Die dreischiffige neoromanische Kirche entstand nach dem Entwurf von Daniel Grötschel. Die Muttergottes von Piekar befindet sich im neobarocken Hauptaltar der Kirche, die am 1. Dezember 1962 von Papst Johannes XXIII. zur „Basilica minor” erhoben wurde. Die Stützmauer vor der Kirche ist mit den Figuren der 12 Apostel geschmückt. Markant sind auch die zwei 70 Meter hohen barocken Türme, welche ursprünglich mit einer hölzernen Brücke verbunden werden sollten, um den Buchstaben „M” zu bilden. Von den Türmen kann man bei gutem Wetter das 59 km entfernte Tschenstochauer Kloster Jasna Góra sehen. Von der Vorgängerkirche blieb nur der Altar erhalten, vor dem Johann III. um den Sieg in Wien betete. Seit 2009 gibt es auch ein Sanktuariums-Museum, das der Geschichte der Piekarer Muttergottes gewidmet ist.

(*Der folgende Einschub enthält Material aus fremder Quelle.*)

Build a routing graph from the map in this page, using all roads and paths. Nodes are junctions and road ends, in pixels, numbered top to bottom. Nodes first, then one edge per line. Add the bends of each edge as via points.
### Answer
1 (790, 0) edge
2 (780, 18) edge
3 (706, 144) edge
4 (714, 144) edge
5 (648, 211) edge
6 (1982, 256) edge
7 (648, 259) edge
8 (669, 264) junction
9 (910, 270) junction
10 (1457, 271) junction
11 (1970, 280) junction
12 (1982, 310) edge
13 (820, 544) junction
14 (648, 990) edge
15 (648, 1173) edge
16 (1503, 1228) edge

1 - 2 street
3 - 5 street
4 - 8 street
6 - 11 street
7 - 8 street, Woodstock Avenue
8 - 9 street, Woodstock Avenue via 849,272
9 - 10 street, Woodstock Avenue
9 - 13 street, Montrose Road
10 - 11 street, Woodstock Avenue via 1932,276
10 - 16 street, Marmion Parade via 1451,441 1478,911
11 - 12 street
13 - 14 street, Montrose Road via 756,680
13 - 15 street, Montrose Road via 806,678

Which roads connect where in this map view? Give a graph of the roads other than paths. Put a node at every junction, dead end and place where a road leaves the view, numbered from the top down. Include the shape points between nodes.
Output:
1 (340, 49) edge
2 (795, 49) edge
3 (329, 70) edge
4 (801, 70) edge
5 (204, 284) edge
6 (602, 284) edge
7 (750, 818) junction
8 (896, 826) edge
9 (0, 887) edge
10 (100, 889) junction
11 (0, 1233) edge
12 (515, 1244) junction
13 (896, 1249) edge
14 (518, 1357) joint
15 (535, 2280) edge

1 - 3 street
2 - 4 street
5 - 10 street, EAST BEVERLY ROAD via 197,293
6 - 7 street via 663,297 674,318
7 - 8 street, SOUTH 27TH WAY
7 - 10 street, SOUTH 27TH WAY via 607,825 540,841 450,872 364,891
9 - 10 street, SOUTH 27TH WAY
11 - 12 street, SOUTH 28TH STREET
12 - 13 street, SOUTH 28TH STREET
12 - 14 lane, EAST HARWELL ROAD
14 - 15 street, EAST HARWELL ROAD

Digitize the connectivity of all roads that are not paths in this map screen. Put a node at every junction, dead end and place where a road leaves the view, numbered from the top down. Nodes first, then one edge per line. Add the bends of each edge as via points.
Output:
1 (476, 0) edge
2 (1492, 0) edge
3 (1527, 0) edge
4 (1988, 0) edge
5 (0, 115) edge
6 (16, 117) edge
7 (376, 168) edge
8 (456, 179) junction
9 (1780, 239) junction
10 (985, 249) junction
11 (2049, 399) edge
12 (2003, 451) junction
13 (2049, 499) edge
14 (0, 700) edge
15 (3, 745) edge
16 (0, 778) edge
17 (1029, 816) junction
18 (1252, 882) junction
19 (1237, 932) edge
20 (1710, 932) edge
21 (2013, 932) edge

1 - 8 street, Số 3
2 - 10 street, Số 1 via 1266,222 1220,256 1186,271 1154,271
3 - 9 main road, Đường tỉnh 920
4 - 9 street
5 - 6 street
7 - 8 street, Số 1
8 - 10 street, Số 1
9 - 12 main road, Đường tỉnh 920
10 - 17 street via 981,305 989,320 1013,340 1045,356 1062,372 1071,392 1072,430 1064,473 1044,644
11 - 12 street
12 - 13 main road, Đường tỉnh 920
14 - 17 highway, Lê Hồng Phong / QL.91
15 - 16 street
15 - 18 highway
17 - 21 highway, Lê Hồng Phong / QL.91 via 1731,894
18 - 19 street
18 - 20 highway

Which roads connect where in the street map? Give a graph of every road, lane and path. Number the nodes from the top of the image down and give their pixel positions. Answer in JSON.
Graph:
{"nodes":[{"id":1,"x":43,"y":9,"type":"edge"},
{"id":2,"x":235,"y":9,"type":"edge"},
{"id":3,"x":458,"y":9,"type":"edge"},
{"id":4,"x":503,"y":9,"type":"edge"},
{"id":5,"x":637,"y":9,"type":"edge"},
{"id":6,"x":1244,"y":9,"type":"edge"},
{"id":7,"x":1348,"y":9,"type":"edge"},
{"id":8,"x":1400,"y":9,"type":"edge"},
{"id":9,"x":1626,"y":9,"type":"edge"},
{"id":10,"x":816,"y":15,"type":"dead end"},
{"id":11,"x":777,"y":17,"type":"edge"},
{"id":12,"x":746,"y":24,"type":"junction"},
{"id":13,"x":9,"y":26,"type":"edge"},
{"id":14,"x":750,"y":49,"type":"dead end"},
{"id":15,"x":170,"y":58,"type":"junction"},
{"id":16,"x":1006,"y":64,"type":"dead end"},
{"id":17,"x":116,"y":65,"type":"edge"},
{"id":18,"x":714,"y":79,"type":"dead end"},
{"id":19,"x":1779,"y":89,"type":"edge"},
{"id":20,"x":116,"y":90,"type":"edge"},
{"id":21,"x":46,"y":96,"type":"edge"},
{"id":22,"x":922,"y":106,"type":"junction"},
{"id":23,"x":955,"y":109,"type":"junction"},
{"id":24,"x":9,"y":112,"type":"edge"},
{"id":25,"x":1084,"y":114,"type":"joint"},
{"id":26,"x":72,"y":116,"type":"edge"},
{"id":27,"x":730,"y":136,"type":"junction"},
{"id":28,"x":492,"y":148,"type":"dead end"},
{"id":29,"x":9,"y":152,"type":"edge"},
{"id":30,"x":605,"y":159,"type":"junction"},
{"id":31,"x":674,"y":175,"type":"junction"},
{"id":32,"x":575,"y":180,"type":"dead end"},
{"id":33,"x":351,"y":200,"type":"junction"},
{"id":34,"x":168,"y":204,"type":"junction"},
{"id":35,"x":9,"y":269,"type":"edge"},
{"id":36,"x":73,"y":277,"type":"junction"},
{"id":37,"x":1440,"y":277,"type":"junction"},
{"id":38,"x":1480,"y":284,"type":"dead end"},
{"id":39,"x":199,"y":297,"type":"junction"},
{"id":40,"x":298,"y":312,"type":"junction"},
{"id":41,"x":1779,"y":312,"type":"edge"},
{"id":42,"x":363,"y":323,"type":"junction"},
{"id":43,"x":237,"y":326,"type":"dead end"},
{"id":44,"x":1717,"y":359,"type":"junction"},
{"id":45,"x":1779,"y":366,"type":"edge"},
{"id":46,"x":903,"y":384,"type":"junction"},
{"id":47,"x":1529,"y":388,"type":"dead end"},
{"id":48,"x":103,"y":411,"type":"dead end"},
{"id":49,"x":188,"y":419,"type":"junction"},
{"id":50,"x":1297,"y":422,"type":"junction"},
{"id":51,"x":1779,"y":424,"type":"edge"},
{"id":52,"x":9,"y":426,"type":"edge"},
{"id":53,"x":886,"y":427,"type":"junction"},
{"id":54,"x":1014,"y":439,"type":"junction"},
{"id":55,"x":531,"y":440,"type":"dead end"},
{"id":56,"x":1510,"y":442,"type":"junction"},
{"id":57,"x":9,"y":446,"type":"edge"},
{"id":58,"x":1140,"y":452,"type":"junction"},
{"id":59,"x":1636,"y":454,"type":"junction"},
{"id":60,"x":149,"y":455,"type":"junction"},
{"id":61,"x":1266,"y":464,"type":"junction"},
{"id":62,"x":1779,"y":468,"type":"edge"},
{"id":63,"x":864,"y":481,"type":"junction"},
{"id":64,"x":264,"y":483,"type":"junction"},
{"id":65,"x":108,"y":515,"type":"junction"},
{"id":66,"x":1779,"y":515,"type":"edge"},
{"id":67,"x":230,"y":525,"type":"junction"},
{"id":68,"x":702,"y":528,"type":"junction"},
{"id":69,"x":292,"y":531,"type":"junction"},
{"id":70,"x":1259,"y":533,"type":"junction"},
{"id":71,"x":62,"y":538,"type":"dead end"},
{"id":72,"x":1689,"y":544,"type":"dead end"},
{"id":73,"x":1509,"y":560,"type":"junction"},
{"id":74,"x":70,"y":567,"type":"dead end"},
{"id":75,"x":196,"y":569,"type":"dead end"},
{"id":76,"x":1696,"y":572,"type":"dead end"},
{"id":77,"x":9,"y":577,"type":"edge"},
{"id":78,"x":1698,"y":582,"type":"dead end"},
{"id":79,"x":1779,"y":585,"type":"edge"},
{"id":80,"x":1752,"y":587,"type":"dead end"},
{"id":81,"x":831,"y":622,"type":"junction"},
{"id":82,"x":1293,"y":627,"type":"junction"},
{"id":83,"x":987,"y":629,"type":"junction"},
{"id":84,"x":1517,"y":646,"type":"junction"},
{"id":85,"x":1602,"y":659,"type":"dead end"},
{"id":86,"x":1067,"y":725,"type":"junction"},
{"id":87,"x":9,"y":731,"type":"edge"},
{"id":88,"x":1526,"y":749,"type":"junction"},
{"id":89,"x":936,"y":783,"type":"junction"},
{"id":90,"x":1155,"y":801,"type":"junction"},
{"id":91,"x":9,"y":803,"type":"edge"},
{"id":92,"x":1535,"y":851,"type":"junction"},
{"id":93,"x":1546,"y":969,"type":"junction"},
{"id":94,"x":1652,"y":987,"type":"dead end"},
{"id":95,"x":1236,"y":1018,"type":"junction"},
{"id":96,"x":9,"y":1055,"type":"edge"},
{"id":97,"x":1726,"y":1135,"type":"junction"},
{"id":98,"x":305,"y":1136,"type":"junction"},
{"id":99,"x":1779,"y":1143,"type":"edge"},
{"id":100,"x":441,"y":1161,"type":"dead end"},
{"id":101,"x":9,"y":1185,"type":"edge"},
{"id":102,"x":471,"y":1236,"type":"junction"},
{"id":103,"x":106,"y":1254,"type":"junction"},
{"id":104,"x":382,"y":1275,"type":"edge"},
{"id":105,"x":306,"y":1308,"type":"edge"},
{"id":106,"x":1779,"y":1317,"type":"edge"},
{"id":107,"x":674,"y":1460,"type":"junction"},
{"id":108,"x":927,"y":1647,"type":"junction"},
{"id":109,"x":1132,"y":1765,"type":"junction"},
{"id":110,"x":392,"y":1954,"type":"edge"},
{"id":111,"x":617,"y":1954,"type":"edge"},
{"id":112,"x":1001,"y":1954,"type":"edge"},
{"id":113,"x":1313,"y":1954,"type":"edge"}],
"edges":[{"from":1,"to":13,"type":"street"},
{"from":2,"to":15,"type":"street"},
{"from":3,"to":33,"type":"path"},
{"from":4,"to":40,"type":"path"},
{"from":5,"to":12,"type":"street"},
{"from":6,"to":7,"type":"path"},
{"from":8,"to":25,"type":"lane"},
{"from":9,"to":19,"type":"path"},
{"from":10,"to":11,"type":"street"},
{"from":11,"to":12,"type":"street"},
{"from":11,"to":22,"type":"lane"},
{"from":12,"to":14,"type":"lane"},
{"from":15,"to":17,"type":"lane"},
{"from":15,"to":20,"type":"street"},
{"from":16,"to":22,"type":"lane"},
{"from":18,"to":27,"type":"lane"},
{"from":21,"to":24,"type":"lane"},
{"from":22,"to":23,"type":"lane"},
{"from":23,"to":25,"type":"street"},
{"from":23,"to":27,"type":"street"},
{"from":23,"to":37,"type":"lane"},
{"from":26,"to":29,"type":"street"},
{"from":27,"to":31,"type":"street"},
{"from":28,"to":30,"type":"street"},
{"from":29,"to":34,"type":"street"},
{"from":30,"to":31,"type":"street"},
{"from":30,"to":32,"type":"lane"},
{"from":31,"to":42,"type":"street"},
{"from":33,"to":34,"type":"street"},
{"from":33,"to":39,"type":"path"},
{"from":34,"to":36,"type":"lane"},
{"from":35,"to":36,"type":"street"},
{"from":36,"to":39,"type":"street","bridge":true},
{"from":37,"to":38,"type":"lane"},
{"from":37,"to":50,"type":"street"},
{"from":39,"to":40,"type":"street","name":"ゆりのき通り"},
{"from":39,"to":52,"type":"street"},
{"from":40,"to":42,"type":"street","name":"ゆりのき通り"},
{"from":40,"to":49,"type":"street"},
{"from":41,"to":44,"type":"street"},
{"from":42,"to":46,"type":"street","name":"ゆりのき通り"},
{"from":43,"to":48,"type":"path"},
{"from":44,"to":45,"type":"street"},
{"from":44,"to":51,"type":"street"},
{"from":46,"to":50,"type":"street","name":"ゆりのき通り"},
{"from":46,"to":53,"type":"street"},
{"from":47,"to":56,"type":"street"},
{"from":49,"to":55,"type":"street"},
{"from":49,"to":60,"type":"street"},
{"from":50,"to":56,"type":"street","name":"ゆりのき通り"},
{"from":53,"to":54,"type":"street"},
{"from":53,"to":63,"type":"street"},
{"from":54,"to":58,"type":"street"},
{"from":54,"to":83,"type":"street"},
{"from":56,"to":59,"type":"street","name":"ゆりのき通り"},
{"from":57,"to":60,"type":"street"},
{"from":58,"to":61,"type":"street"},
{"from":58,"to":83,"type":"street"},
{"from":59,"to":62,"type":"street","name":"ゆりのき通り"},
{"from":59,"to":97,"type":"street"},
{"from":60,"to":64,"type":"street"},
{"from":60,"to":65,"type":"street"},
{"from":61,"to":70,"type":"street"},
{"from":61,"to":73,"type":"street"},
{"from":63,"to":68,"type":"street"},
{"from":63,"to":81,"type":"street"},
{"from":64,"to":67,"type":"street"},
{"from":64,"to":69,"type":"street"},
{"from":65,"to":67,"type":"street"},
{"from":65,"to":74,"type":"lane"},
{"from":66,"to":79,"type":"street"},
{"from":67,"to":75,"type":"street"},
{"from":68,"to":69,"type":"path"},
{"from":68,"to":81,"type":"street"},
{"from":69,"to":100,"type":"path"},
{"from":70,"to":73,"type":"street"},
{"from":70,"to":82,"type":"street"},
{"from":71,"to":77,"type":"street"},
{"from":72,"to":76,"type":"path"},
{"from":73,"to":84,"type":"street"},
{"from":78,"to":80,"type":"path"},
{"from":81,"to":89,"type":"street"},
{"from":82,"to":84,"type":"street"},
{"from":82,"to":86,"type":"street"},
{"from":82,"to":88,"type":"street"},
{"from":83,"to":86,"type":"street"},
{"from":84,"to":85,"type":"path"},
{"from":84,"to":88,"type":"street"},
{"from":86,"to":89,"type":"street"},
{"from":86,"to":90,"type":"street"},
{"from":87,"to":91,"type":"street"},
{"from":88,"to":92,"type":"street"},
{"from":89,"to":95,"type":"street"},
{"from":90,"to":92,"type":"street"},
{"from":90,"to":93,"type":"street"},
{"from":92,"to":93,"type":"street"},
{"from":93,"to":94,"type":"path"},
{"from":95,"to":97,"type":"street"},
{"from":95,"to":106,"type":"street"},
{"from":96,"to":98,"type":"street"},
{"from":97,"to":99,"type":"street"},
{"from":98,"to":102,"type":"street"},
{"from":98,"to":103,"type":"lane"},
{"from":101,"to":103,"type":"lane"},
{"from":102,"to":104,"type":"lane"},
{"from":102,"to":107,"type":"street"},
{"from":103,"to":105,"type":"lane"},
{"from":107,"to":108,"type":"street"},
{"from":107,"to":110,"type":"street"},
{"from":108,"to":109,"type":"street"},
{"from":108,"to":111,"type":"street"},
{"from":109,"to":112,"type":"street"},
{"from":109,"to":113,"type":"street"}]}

Bis heute ist Deutsch-Piekar ein wichtiger Pilgerort. Seit 2005 ist die Marienbasilika sogar auf dem Stadtwappen abgebildet. Doch was ist mit der ursprünglichen Madonna von Piekar geschehen? Diese ist seit über 300 Jahren in Oppeln und nun als Muttergottes von Oppeln bekannt. Eine langfristige Rückkehr nach Piekar war zum hundertjährigen Bestehen der dortigen Wallfahrtskirche geplant. Dagegen protestierte der Apostolische Administrator von Oppeln, Bolesław Kominek, der auch die Feierlichkeiten zum 250-jährigen Aufenthaltsjubiläum in Oppeln für 1952 ankündigte. Dies war erfolgreich und so verblieb die ehemalige Muttergottes von Piekar und nun in der Kathedrale zum Heiligen Kreuz in Oppeln, der historischen Hauptstadt Oberschlesiens.